Stephen Frears‘ Florence Foster Jenkins (Paramount, 8.12) is about the willingness of people to tolerate a musical atrocity in the name of kindness and compassion, but mainly because the titular offender — a real-life millionaire socialite (Meryl Streep) who couldn’t sing a lick but nonetheless insisted on performing opera in front of elite audiences from 1912 until her death in late 1944 — was stinking rich.
Because Jenkins was flush her common-law husband, St. Clair Bayfield (Hugh Grant), protected her from the truth. Because his lifestyle depended on it and because his attitude was “well, she loves music so where’s the harm?” That’s all the movie is, boiled down — a harmless indulgence. Bayfield indulged Florence, and now you, the audience, get to indulge Florence Foster Jenkins. I’ve seen it twice, and I’m not down on it. It’s a curiosity, and yet nimble and nicely made. Not precisely my cup but not bad. No animus.
The most winning performance is given by Simon Helberg as Cosme McMoon, Jenkins’ patient and compassionate pianist. Rebecca Ferguson, Nina Arianda and John Kavanagh costar.

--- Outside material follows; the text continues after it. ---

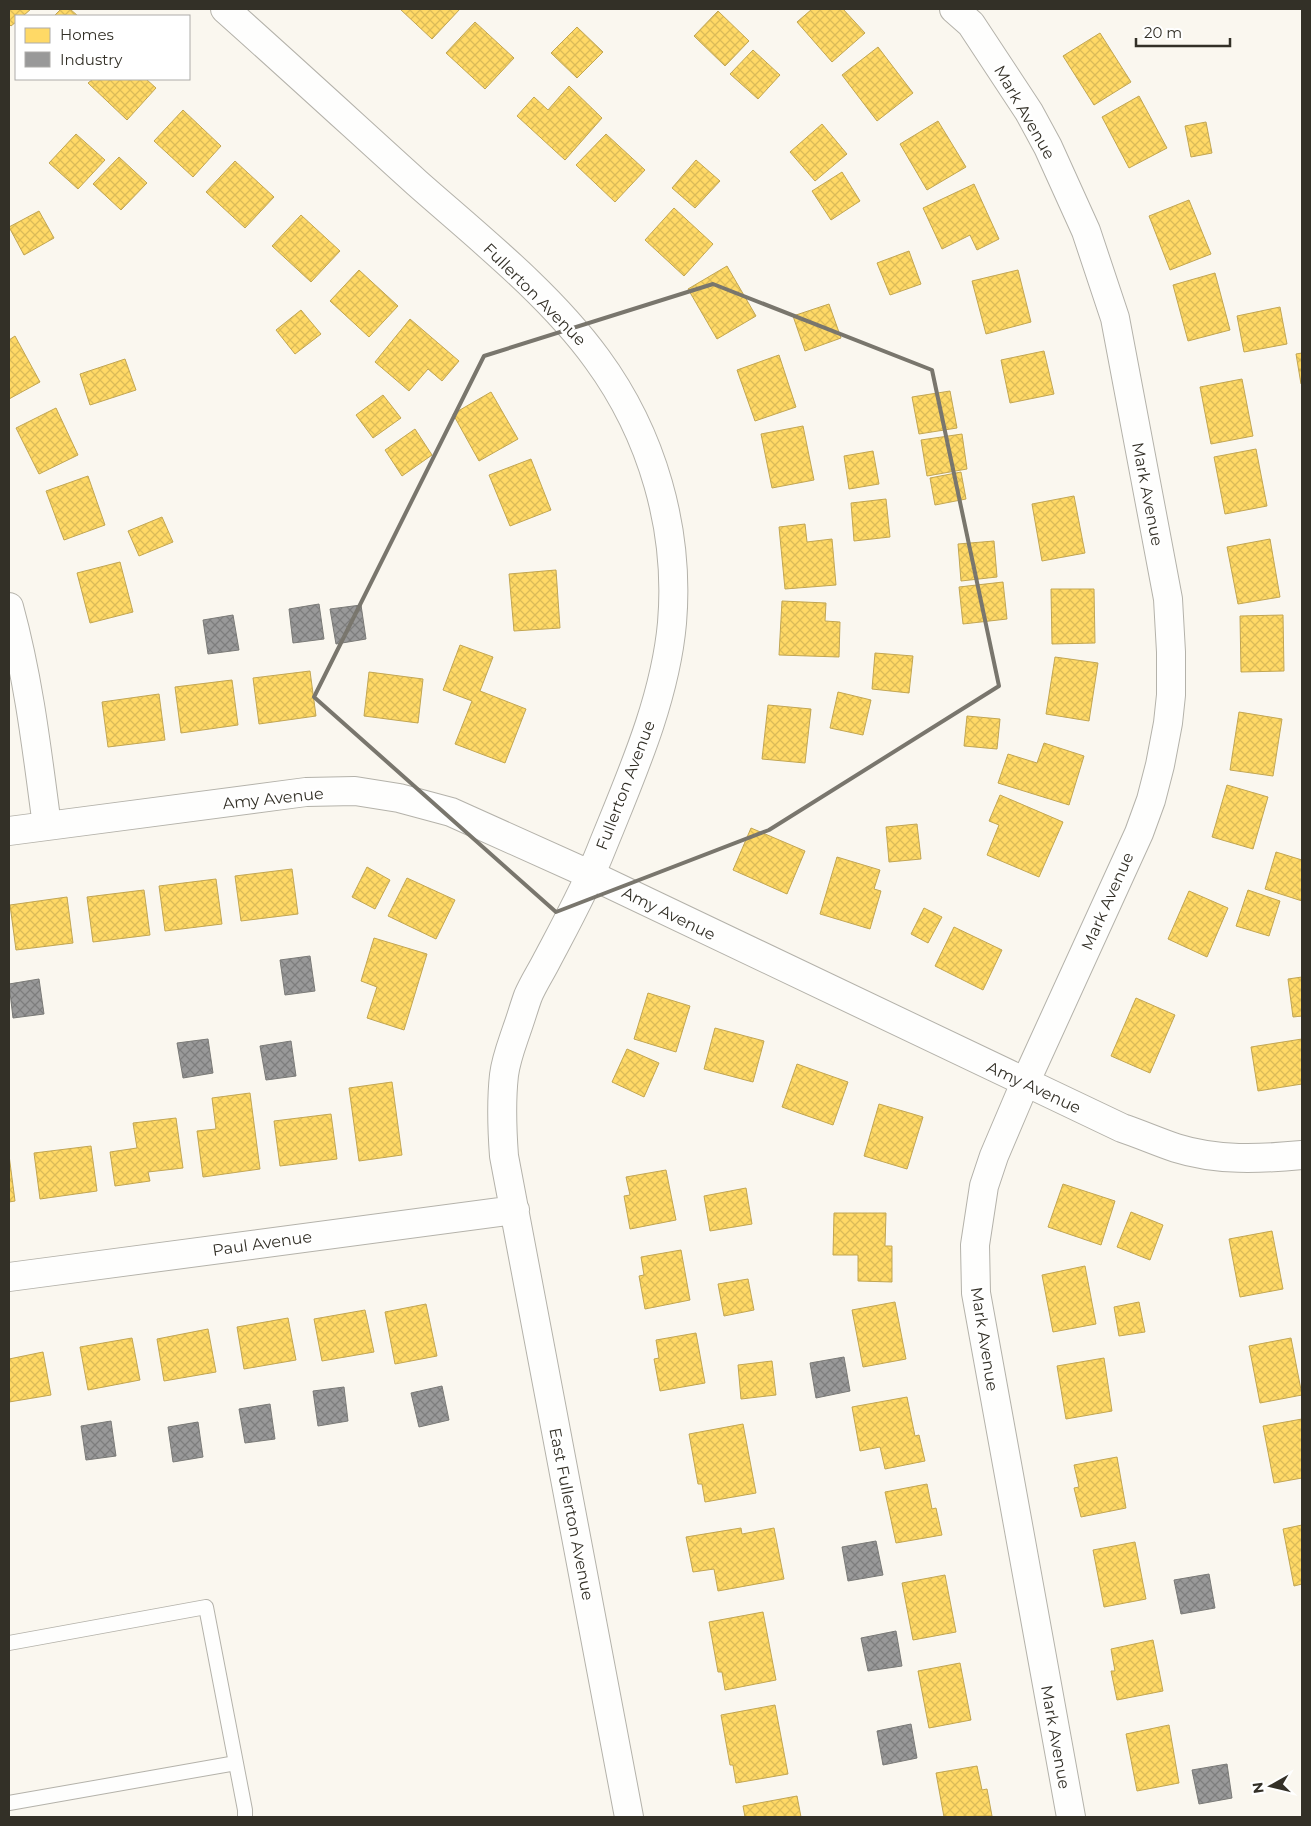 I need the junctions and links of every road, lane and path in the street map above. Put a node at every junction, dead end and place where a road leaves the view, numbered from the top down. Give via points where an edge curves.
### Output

Streep’s performance is well honed and appealing, in part because she allows you to feel that Jenkins was merely a deluded music fan and not, as I suspect was the case in real life, one of the most arrogant non-singers in world history. Streep will probably be nominated for Best Actress, but Grant almost certainly won’t be Best Supporting Actor nominated, as a Janelle Riley story in Variety suggested earlier today. It’s just too slight of a role.
You could say that Frears’ film is about an extremely perverse definition of love and sensitivity. It basically says that if a woman you care for a great deal is (a) absolutely dreadful at singing opera, (b) unable or unwilling to recognize how bad she is, and (c) insists upon singing for audiences nonetheless, the truly loving husband or friend will not only avoid confiding the awful truth but will do everything in his/her power to allow the singer to live inside her fantasy bubble, mainly by shielding her from honest reactions.